### WHAT TO DO
Among the entries below, how many lines contain the string "graph"? Only the number is wanted.

### THE DATA
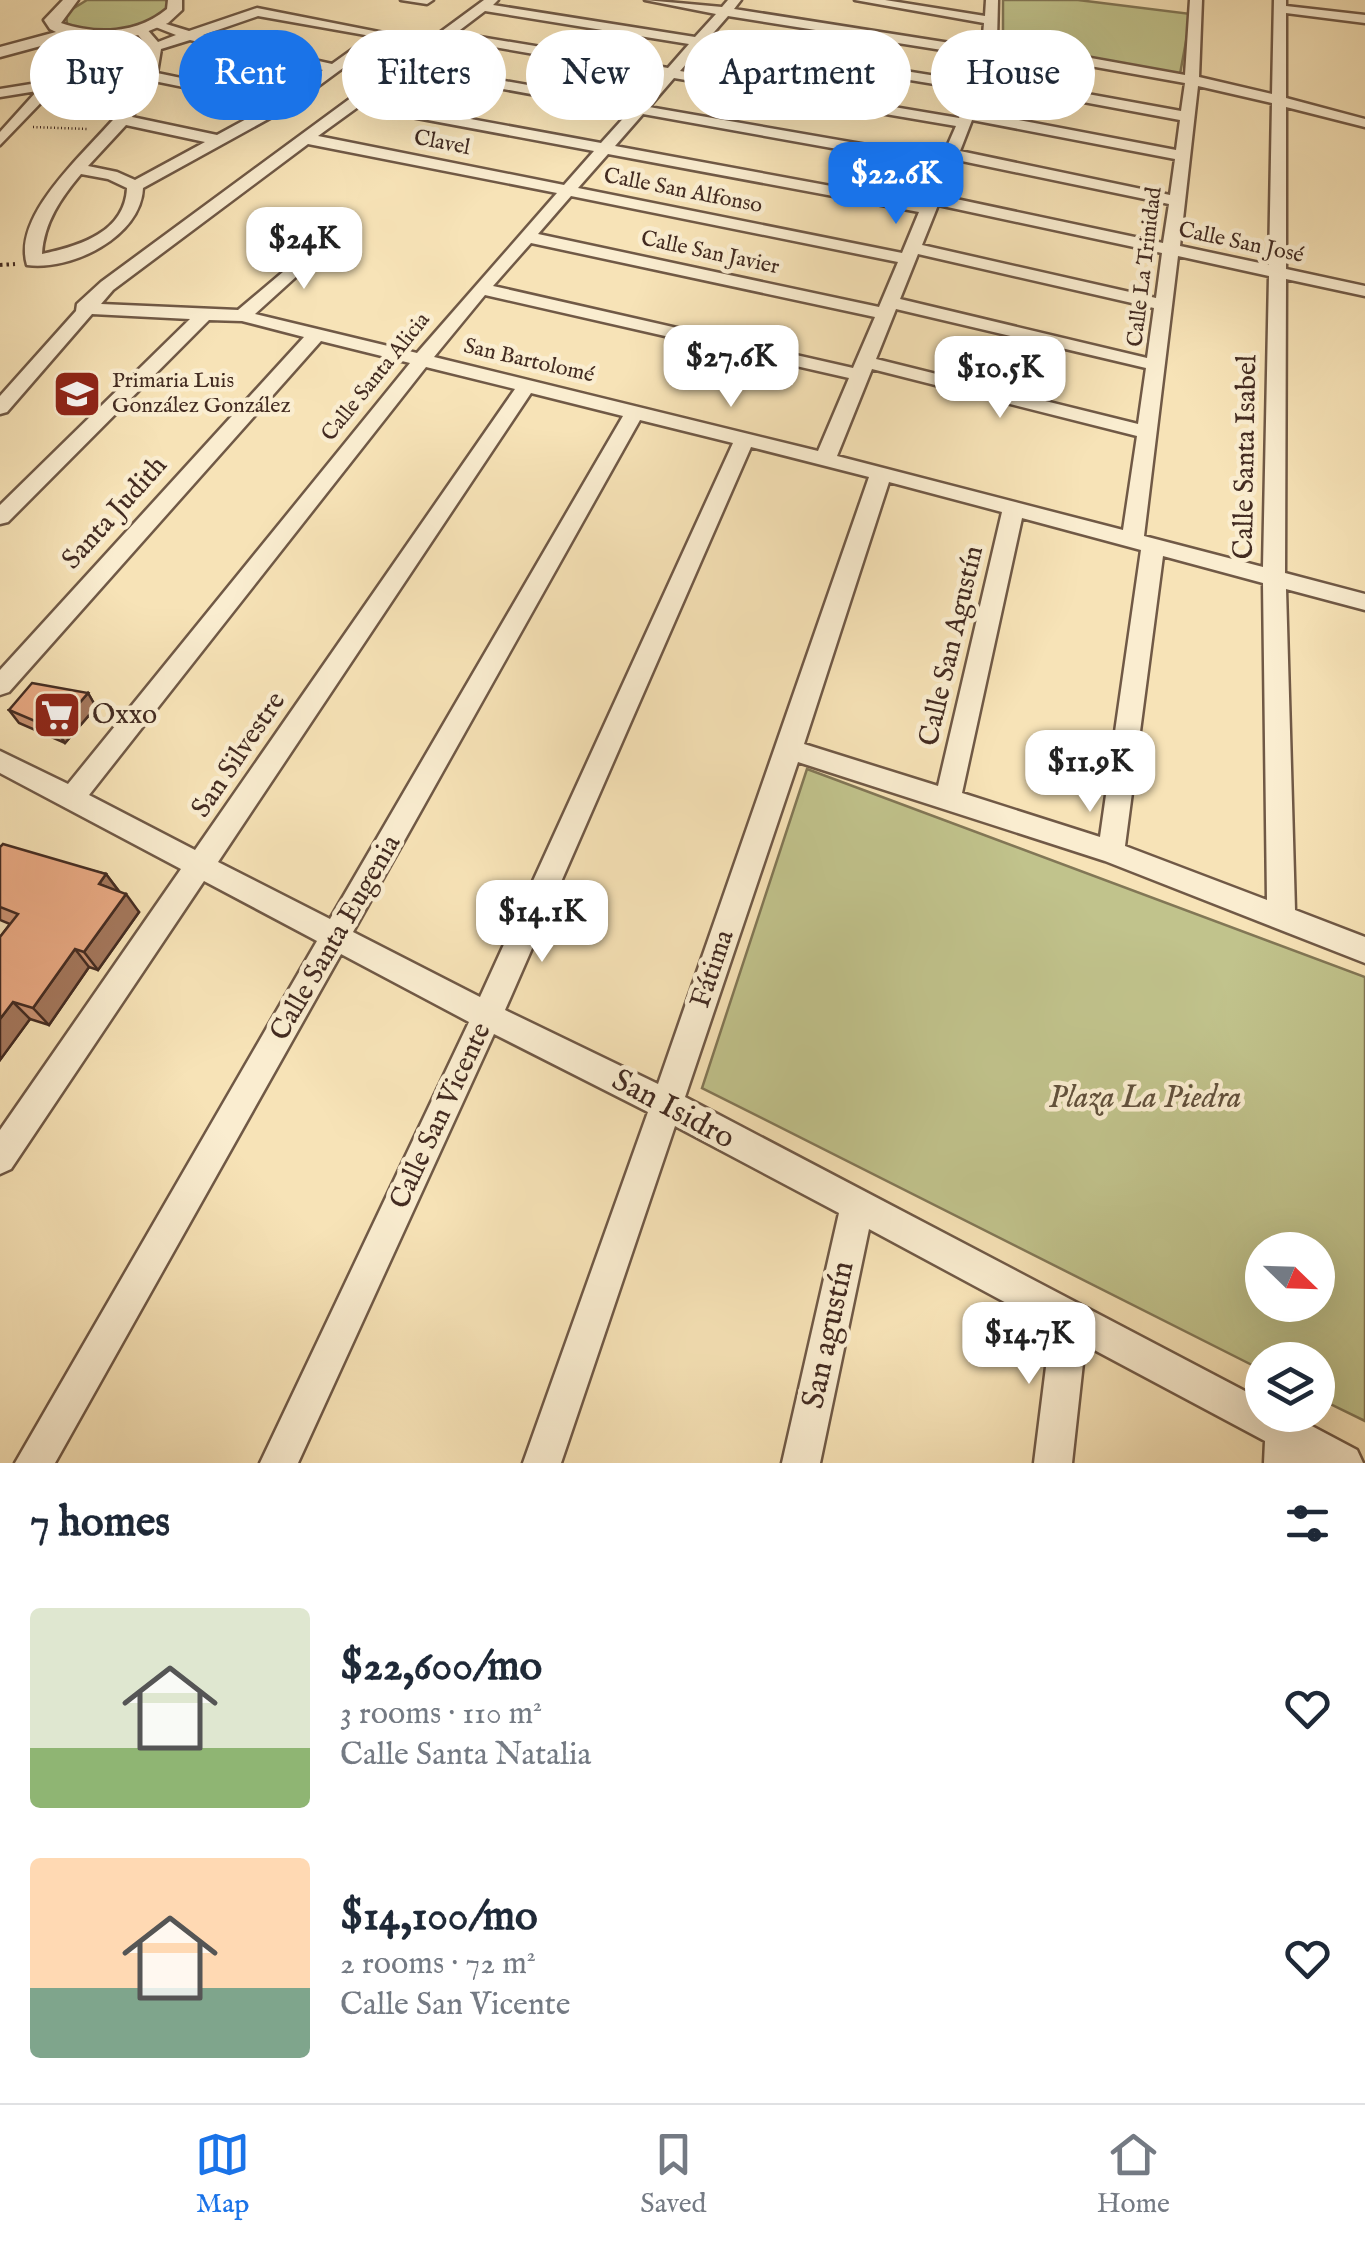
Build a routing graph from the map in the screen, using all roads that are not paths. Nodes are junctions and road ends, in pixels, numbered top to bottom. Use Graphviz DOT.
graph roads {
  1 [pos="71,0"];
  2 [pos="175,0"];
  3 [pos="408,0"];
  4 [pos="651,0"];
  5 [pos="861,0"];
  6 [pos="992,0"];
  7 [pos="1196,0"];
  8 [pos="426,2"];
  9 [pos="488,4"];
  10 [pos="1281,4"];
  11 [pos="730,6"];
  12 [pos="1365,19"];
  13 [pos="52,20"];
  14 [pos="993,20"];
  15 [pos="158,23"];
  16 [pos="69,30"];
  17 [pos="140,30"];
  18 [pos="201,30"];
  19 [pos="453,30"];
  20 [pos="709,30"];
  21 [pos="992,30"];
  22 [pos="179,32"];
  23 [pos="0,35"];
  24 [pos="684,39"];
  25 [pos="931,39"];
  26 [pos="30,44"];
  27 [pos="506,45"];
  28 [pos="0,52"];
  29 [pos="684,59"];
  30 [pos="1095,65"];
  31 [pos="322,66"];
  32 [pos="337,69"];
  33 [pos="670,74"];
  34 [pos="322,79"];
  35 [pos="1191,80"];
  36 [pos="664,81"];
  37 [pos="0,93"];
  38 [pos="1280,100"];
  39 [pos="1095,101"];
  40 [pos="342,113"];
  41 [pos="664,114"];
  42 [pos="931,115"];
  43 [pos="1188,116"];
  44 [pos="119,120"];
  45 [pos="258,120"];
  46 [pos="453,120"];
  47 [pos="629,120"];
  48 [pos="966,120"];
  49 [pos="1365,124"];
  50 [pos="115,125"];
  51 [pos="308,139"];
  52 [pos="0,141"];
  53 [pos="222,141"];
  54 [pos="605,148"];
  55 [pos="1182,156"];
  56 [pos="949,160"];
  57 [pos="76,169"];
  58 [pos="135,186"];
  59 [pos="567,191"];
  60 [pos="1176,201"];
  61 [pos="930,204"];
  62 [pos="335,233"];
  63 [pos="527,237"];
  64 [pos="1170,250"];
  65 [pos="910,254"];
  66 [pos="1279,274"];
  67 [pos="482,288"];
  68 [pos="1365,291"];
  69 [pos="1163,306"];
  70 [pos="84,308"];
  71 [pos="887,308"];
  72 [pos="207,312"];
  73 [pos="242,316"];
  74 [pos="316,335"];
  75 [pos="420,361"];
  76 [pos="1155,365"];
  77 [pos="862,368"];
  78 [pos="527,385"];
  79 [pos="0,408"];
  80 [pos="636,412"];
  81 [pos="1146,432"];
  82 [pos="745,439"];
  83 [pos="825,459"];
  84 [pos="881,473"];
  85 [pos="1014,508"];
  86 [pos="0,517"];
  87 [pos="1143,543"];
  88 [pos="1274,577"];
  89 [pos="1365,602"];
  90 [pos="0,686"];
  91 [pos="790,749"];
  92 [pos="0,761"];
  93 [pos="948,797"];
  94 [pos="72,798"];
  95 [pos="1111,852"];
  96 [pos="200,865"];
  97 [pos="1281,916"];
  98 [pos="337,937"];
  99 [pos="1365,950"];
  100 [pos="487,1016"];
  101 [pos="666,1104"];
  102 [pos="0,1158"];
  103 [pos="857,1208"];
  104 [pos="1070,1318"];
  105 [pos="1284,1448"];
  106 [pos="34,1463"];
  107 [pos="279,1463"];
  108 [pos="542,1463"];
  109 [pos="801,1463"];
  110 [pos="1054,1463"];
  111 [pos="1344,1463"];
  1 -- 13 [label="street"];
  2 -- 15 [label="street"];
  3 -- 8 [label="street"];
  4 -- 11 [label="street"];
  5 -- 14 [label="street"];
  6 -- 14 [label="street"];
  7 -- 35 [label="street, Calle La Trinidad"];
  9 -- 19 [label="street"];
  9 -- 24 [label="street"];
  10 -- 12 [label="street"];
  10 -- 38 [label="street, Calle Santa Isabel"];
  11 -- 20 [label="street, Calle Santa Alicia"];
  11 -- 25 [label="street"];
  13 -- 16 [label="street"];
  13 -- 23 [label="street"];
  14 -- 21 [label="street"];
  15 -- 17 [label="street"];
  15 -- 22 [label="street"];
  18 -- 32 [label="street"];
  26 -- 28 [label="street"];
  27 -- 33 [label="street"];
  29 -- 33 [label="street, Calle Santa Alicia"];
  30 -- 35 [label="street"];
  31 -- 32 [label="street"];
  32 -- 34 [label="street"];
  33 -- 36 [label="street, Calle Santa Alicia"];
  33 -- 42 [label="street"];
  35 -- 38 [label="street"];
  35 -- 43 [label="street, Calle La Trinidad"];
  37 -- 52 [label="street"];
  38 -- 49 [label="street"];
  38 -- 66 [label="street, Calle Santa Isabel"];
  39 -- 43 [label="street"];
  40 -- 51 [label="street"];
  41 -- 56 [label="street"];
  43 -- 55 [label="street, Calle La Trinidad"];
  44 -- 50 [label="street"];
  45 -- 53 [label="street"];
  46 -- 54 [label="street, Calle San José"];
  47 -- 54 [label="street, Calle Santa Alicia"];
  48 -- 55 [label="street"];
  48 -- 56 [label="street"];
  50 -- 53 [label="street"];
  50 -- 57 [label="street"];
  51 -- 59 [label="street, Clavel"];
  51 -- 70 [label="street"];
  53 -- 58 [label="street"];
  54 -- 59 [label="street, Calle Santa Alicia"];
  54 -- 61 [label="street, Calle San José"];
  55 -- 60 [label="street, Calle La Trinidad"];
  56 -- 60 [label="street"];
  56 -- 61 [label="street"];
  57 -- 58 [label="street"];
  57 -- 58 [label="street"];
  59 -- 63 [label="street, Calle Santa Alicia"];
  59 -- 65 [label="street, Calle San Alfonso"];
  60 -- 64 [label="street, Calle La Trinidad"];
  61 -- 64 [label="street, Calle San José"];
  61 -- 65 [label="street"];
  62 -- 73 [label="street"];
  63 -- 67 [label="street, Calle Santa Alicia"];
  63 -- 71 [label="street, Calle San Javier"];
  64 -- 66 [label="street, Calle San José"];
  64 -- 69 [label="street, Calle La Trinidad"];
  65 -- 69 [label="street, Calle San Alfonso"];
  65 -- 71 [label="street"];
  66 -- 68 [label="street, Calle San José"];
  66 -- 88 [label="street, Calle Santa Isabel"];
  67 -- 75 [label="street, Calle Santa Alicia"];
  67 -- 77 [label="street"];
  69 -- 76 [label="street, Calle La Trinidad"];
  70 -- 72 [label="street, San Bartolomé"];
  70 -- 79 [label="street"];
  71 -- 76 [label="street, Calle San Javier"];
  71 -- 77 [label="street"];
  72 -- 73 [label="street, San Bartolomé"];
  72 -- 86 [label="street"];
  73 -- 74 [label="street, San Bartolomé"];
  74 -- 75 [label="street, San Bartolomé"];
  74 -- 90 [label="street, Santa Judith"];
  75 -- 78 [label="street, San Bartolomé"];
  75 -- 94 [label="street, Calle Santa Alicia"];
  76 -- 81 [label="street, Calle La Trinidad"];
  77 -- 81 [label="street"];
  77 -- 83 [label="street"];
  78 -- 80 [label="street, San Bartolomé"];
  78 -- 96 [label="street, San Silvestre"];
  80 -- 82 [label="street, San Bartolomé"];
  80 -- 98 [label="street, Calle Santa Eugenia"];
  81 -- 87 [label="street, Calle La Trinidad"];
  82 -- 83 [label="street, San Bartolomé"];
  82 -- 100 [label="street, Calle San Vicente"];
  83 -- 84 [label="street, San Bartolomé"];
  84 -- 85 [label="street, San Bartolomé"];
  84 -- 91 [label="street, Fátima"];
  85 -- 87 [label="street, San Bartolomé"];
  85 -- 93 [label="street, Calle San Agustín"];
  87 -- 88 [label="street, San Bartolomé"];
  87 -- 95 [label="street, Calle La Trinidad"];
  88 -- 89 [label="street, San Bartolomé"];
  88 -- 97 [label="street, Calle Santa Isabel"];
  91 -- 93 [label="street"];
  91 -- 101 [label="street, Fátima"];
  92 -- 94 [label="street, San Isidro"];
  93 -- 95 [label="street"];
  94 -- 96 [label="street, San Isidro"];
  95 -- 97 [label="street"];
  96 -- 98 [label="street, San Isidro"];
  96 -- 102 [label="street, San Silvestre"];
  97 -- 99 [label="street"];
  98 -- 100 [label="street, San Isidro"];
  98 -- 106 [label="street, Calle Santa Eugenia"];
  100 -- 101 [label="street, San Isidro"];
  100 -- 107 [label="street, Calle San Vicente"];
  101 -- 103 [label="street, San Isidro"];
  101 -- 108 [label="street, Fátima"];
  103 -- 104 [label="street, San Isidro"];
  103 -- 109 [label="street, San agustín"];
  104 -- 105 [label="street, San Isidro"];
  104 -- 110 [label="street"];
  105 -- 111 [label="street, San Isidro"];
}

### THE ANSWER
2